You are one of the untouchable girls. You have everything in your favor, but it works against you. You intimidate guys. There is NOTHING wrong with you. You are surround by a social circle that probably puts you on a pedestal stool and secretly admire, longs or lust for you. In this case, it's up to you to break the ice with guys.
The best Weapon Women have against Men is their BODY. You do not have to be or do anything "slutty" (it helps, but not really necessary). One on One: Just present yourself to him, the best way you can. Guys are just as Insecure as Women. Most Guys are Impressed or Flattered by being approached. It is less work and worry for them of Rejection. As a girl, you have more power than you think. Just don't be a B***h with it. When it backfires, you'll be ALONE again. Also, it is far easier for a girl to get a YES for a date from a guy, than it is the for a guy to get a YES from a girl for "anything". If you want to get a particular Guy's attention, whether
He notices you or not, SMILE and say "Hi." to Him. Ask him a simple question, like does he know what time it is?

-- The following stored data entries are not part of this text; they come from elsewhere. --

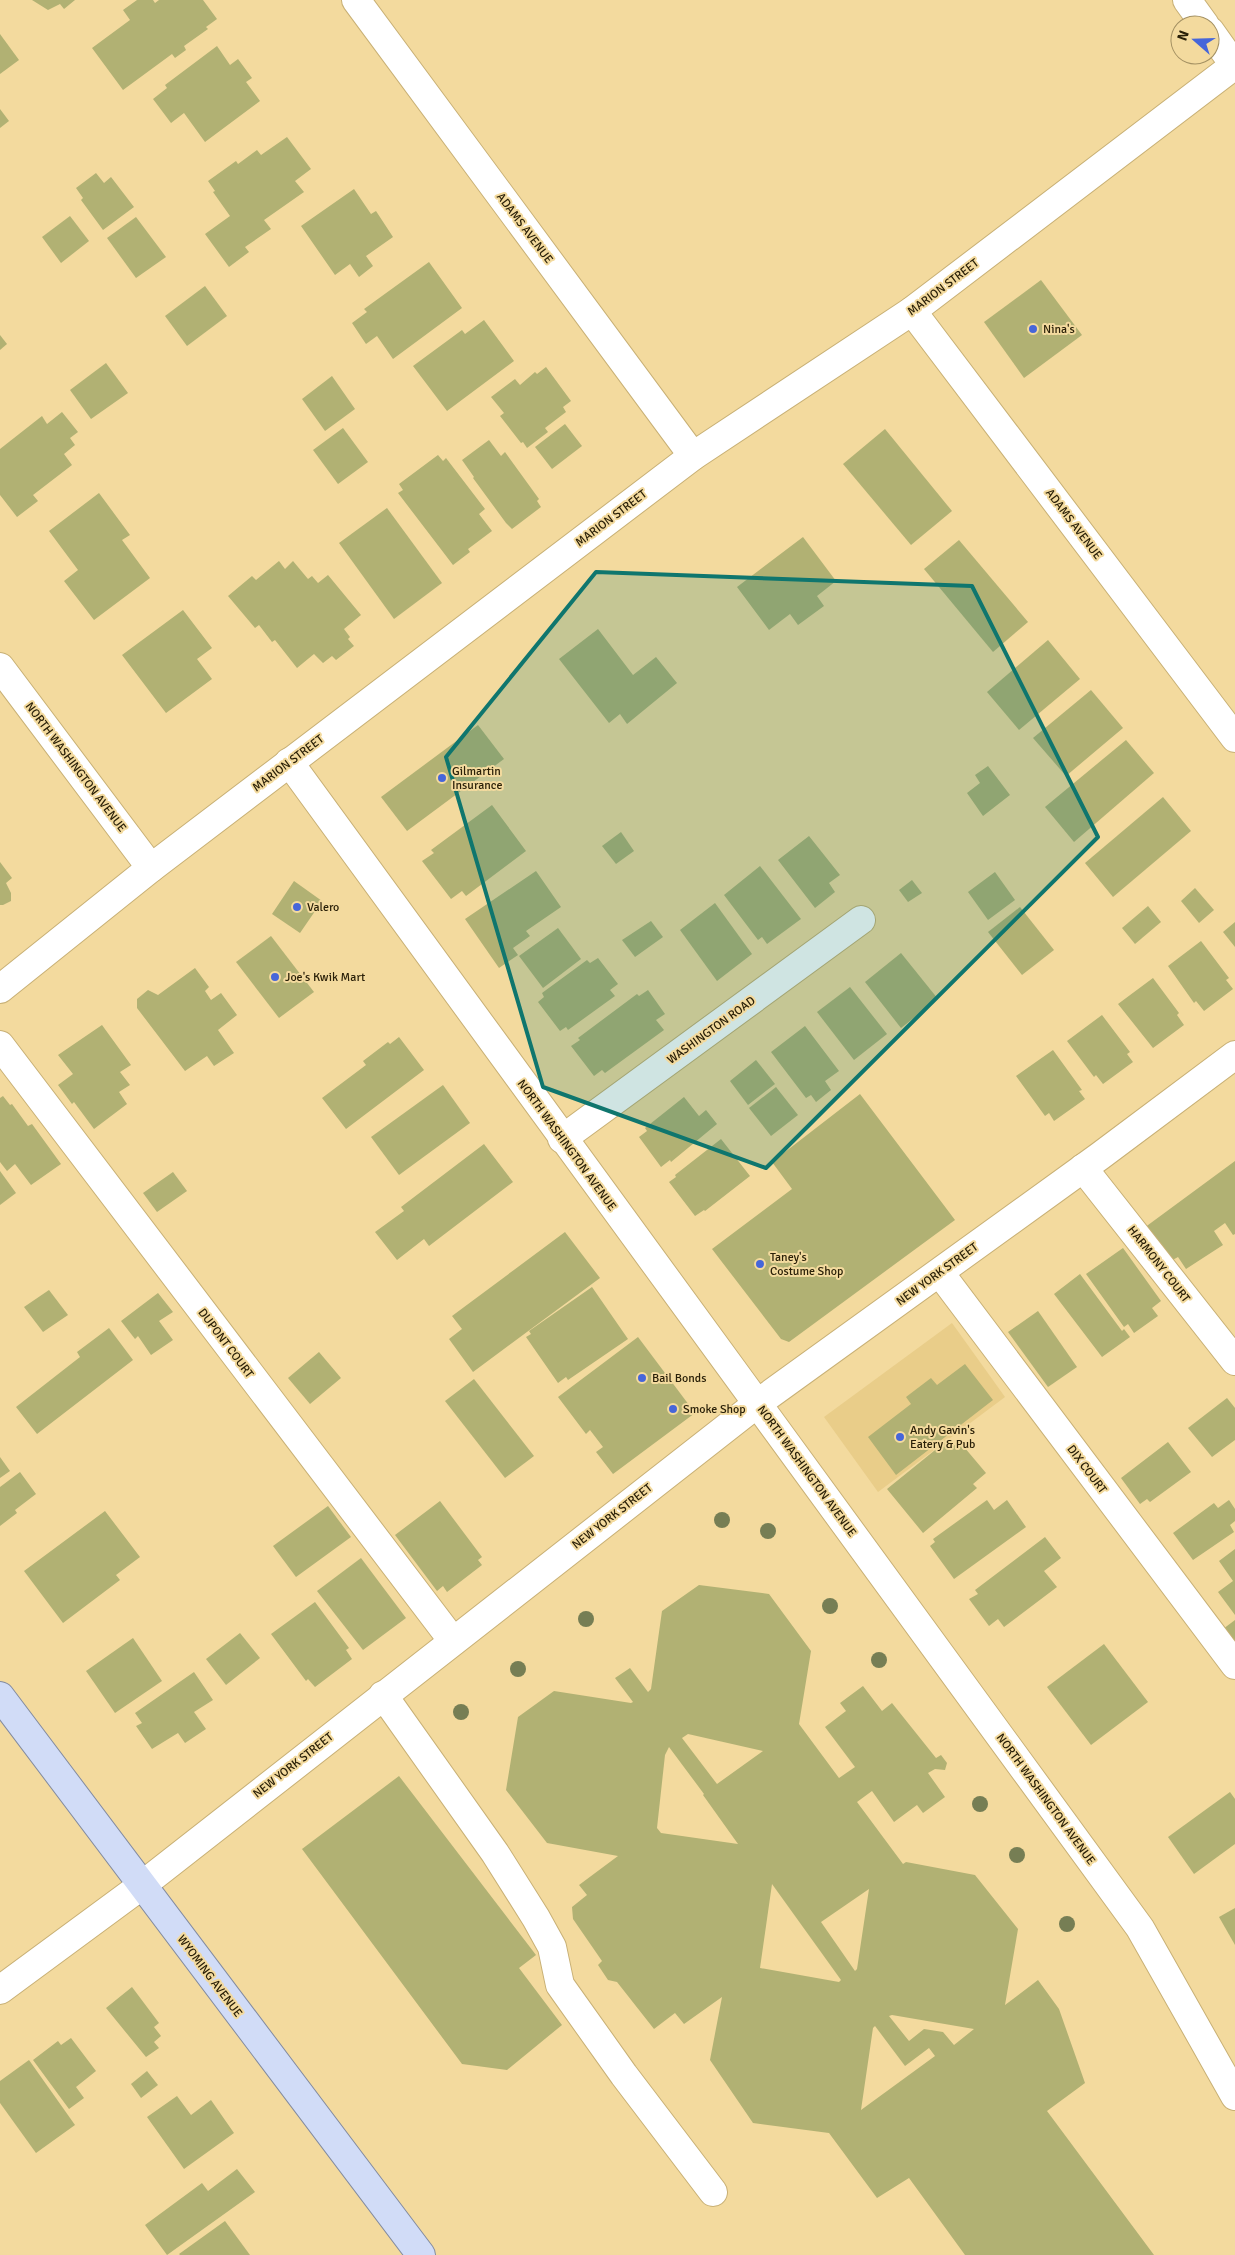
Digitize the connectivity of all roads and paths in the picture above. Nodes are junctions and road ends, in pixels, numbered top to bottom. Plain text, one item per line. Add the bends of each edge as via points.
1 (356, 0) edge
2 (1187, 0) edge
3 (1198, 15) edge
4 (1220, 46) edge
5 (1235, 66) edge
6 (912, 310) junction
7 (693, 456) junction
8 (0, 667) edge
9 (1235, 738) edge
10 (289, 762) junction
11 (152, 868) junction
12 (861, 920) dead end
13 (0, 989) edge
14 (0, 1045) edge
15 (1235, 1055) edge
16 (562, 1139) junction
17 (1083, 1168) junction
18 (940, 1273) junction
19 (1235, 1361) edge
20 (758, 1403) junction
21 (452, 1640) junction
22 (1235, 1665) edge
23 (383, 1695) junction
24 (0, 1696) edge
25 (141, 1886) junction
26 (0, 1990) edge
27 (1235, 2096) edge
28 (713, 2192) dead end
29 (421, 2255) edge

1 - 7 street, ADAMS AVENUE
2 - 3 street
4 - 5 street
5 - 6 street, MARION STREET
6 - 7 street, MARION STREET
6 - 9 street, ADAMS AVENUE
7 - 10 street, MARION STREET
8 - 11 street, NORTH WASHINGTON AVENUE
10 - 11 street, MARION STREET
10 - 16 street, NORTH WASHINGTON AVENUE
11 - 13 street, MARION STREET
12 - 16 street, WASHINGTON ROAD
14 - 21 street, DUPONT COURT
15 - 17 street, NEW YORK STREET
16 - 20 street, NORTH WASHINGTON AVENUE
17 - 18 street, NEW YORK STREET
17 - 19 street, HARMONY COURT
18 - 20 street, NEW YORK STREET
18 - 22 street, DIX COURT
20 - 21 street, NEW YORK STREET
20 - 27 street, NORTH WASHINGTON AVENUE via 1140,1928
21 - 23 street, NEW YORK STREET
23 - 25 street, NEW YORK STREET
23 - 28 street via 495,1853 536,1918 552,1947 560,1985
24 - 25 main road, WYOMING AVENUE
25 - 26 street, NEW YORK STREET
25 - 29 main road, WYOMING AVENUE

He will be glad that you broke the ice. Especially if he feels the same way about you, that you do him. Whatever time it is, comment "Oh good I still have time." He will probably ask FOR WHAT?, if he wants to keep your attention. If he does... be ready to start a conversation.
(this is called flirting) "Will I be keeping you from anything?"
Is A Pretty Good Response.
IF HE DOESN'T ASK: Compliment his Watch or Smart phone.
Then ask something about it. If the conversation runs for awhile, he will probably ask you, if you had to be somewhere?
**If you can pull this off... You say "No... I just needed a way and time for you to talk to me." He will be blown out of the water at how smooth you were with that and your confidence level.
**(rehearse this, if you think you will use that line). Now that the ice is broken and HE THINKS you are "Very Confident", If you got that far, add this to it. "You should ask me out, if I didn't scare you, that is. This is my number. (write it on his hand or on his notebook) You are looking VERY CONFIDENT to him. You have nothing to lose.
He has met someone who impressed him.
Chances are he is not going to deny you any request. Unless he has a girlfriend. In that case… Oops is the only thought that comes to mind. BUT you won't know if you don't try. You have his Time, Attention & Interest. Keep going.
The Female Body "IS" the best Weapon Women have in their possession. Guys will get "Stupid and do Stupid things" for sex or a chance at a sexy body. As erections go, No Matter How "BIG" a guy gets, its still the smaller head. And we use it to make all the wrong decisions, even if we win. Its a wrong decision. Besides peeing and making babies, "wrong decisions" is all its good for. Does this help you?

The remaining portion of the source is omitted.